Task requirements. Reproduce the entries below, please. Keep every character the same.

Collected data entries:
────────────────────────────────────────
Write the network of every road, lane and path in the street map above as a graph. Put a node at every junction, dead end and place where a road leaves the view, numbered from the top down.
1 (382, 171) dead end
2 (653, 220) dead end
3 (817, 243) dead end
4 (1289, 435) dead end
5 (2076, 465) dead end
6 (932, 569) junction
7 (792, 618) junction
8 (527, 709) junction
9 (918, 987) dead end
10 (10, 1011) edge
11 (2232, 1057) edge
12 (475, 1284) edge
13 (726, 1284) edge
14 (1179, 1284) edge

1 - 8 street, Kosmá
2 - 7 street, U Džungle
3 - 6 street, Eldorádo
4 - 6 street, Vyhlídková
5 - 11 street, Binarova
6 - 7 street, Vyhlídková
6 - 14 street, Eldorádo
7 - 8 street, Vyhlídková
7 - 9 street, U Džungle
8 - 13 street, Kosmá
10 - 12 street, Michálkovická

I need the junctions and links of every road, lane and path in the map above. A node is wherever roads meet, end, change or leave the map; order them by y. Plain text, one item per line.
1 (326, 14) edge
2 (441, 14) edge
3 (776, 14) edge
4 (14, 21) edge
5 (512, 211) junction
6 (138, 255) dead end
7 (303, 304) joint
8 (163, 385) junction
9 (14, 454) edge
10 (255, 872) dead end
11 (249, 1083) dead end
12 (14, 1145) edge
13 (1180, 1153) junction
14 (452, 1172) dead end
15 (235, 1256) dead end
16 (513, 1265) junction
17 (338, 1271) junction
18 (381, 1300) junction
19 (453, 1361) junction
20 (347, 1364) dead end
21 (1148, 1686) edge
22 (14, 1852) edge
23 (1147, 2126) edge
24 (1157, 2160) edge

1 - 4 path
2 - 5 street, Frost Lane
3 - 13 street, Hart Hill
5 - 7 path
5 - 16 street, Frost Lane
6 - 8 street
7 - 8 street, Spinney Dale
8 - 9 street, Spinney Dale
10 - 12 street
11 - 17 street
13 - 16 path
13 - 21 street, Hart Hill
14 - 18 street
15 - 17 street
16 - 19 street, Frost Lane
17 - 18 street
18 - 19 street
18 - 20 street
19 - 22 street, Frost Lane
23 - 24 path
────────────────────────────────────────
Answer for the task.
Write the network of every road, lane and path in the street map above as a graph. Put a node at every junction, dead end and place where a road leaves the view, numbered from the top down.
1 (382, 171) dead end
2 (653, 220) dead end
3 (817, 243) dead end
4 (1289, 435) dead end
5 (2076, 465) dead end
6 (932, 569) junction
7 (792, 618) junction
8 (527, 709) junction
9 (918, 987) dead end
10 (10, 1011) edge
11 (2232, 1057) edge
12 (475, 1284) edge
13 (726, 1284) edge
14 (1179, 1284) edge

1 - 8 street, Kosmá
2 - 7 street, U Džungle
3 - 6 street, Eldorádo
4 - 6 street, Vyhlídková
5 - 11 street, Binarova
6 - 7 street, Vyhlídková
6 - 14 street, Eldorádo
7 - 8 street, Vyhlídková
7 - 9 street, U Džungle
8 - 13 street, Kosmá
10 - 12 street, Michálkovická

I need the junctions and links of every road, lane and path in the map above. A node is wherever roads meet, end, change or leave the map; order them by y. Plain text, one item per line.
1 (326, 14) edge
2 (441, 14) edge
3 (776, 14) edge
4 (14, 21) edge
5 (512, 211) junction
6 (138, 255) dead end
7 (303, 304) joint
8 (163, 385) junction
9 (14, 454) edge
10 (255, 872) dead end
11 (249, 1083) dead end
12 (14, 1145) edge
13 (1180, 1153) junction
14 (452, 1172) dead end
15 (235, 1256) dead end
16 (513, 1265) junction
17 (338, 1271) junction
18 (381, 1300) junction
19 (453, 1361) junction
20 (347, 1364) dead end
21 (1148, 1686) edge
22 (14, 1852) edge
23 (1147, 2126) edge
24 (1157, 2160) edge

1 - 4 path
2 - 5 street, Frost Lane
3 - 13 street, Hart Hill
5 - 7 path
5 - 16 street, Frost Lane
6 - 8 street
7 - 8 street, Spinney Dale
8 - 9 street, Spinney Dale
10 - 12 street
11 - 17 street
13 - 16 path
13 - 21 street, Hart Hill
14 - 18 street
15 - 17 street
16 - 19 street, Frost Lane
17 - 18 street
18 - 19 street
18 - 20 street
19 - 22 street, Frost Lane
23 - 24 path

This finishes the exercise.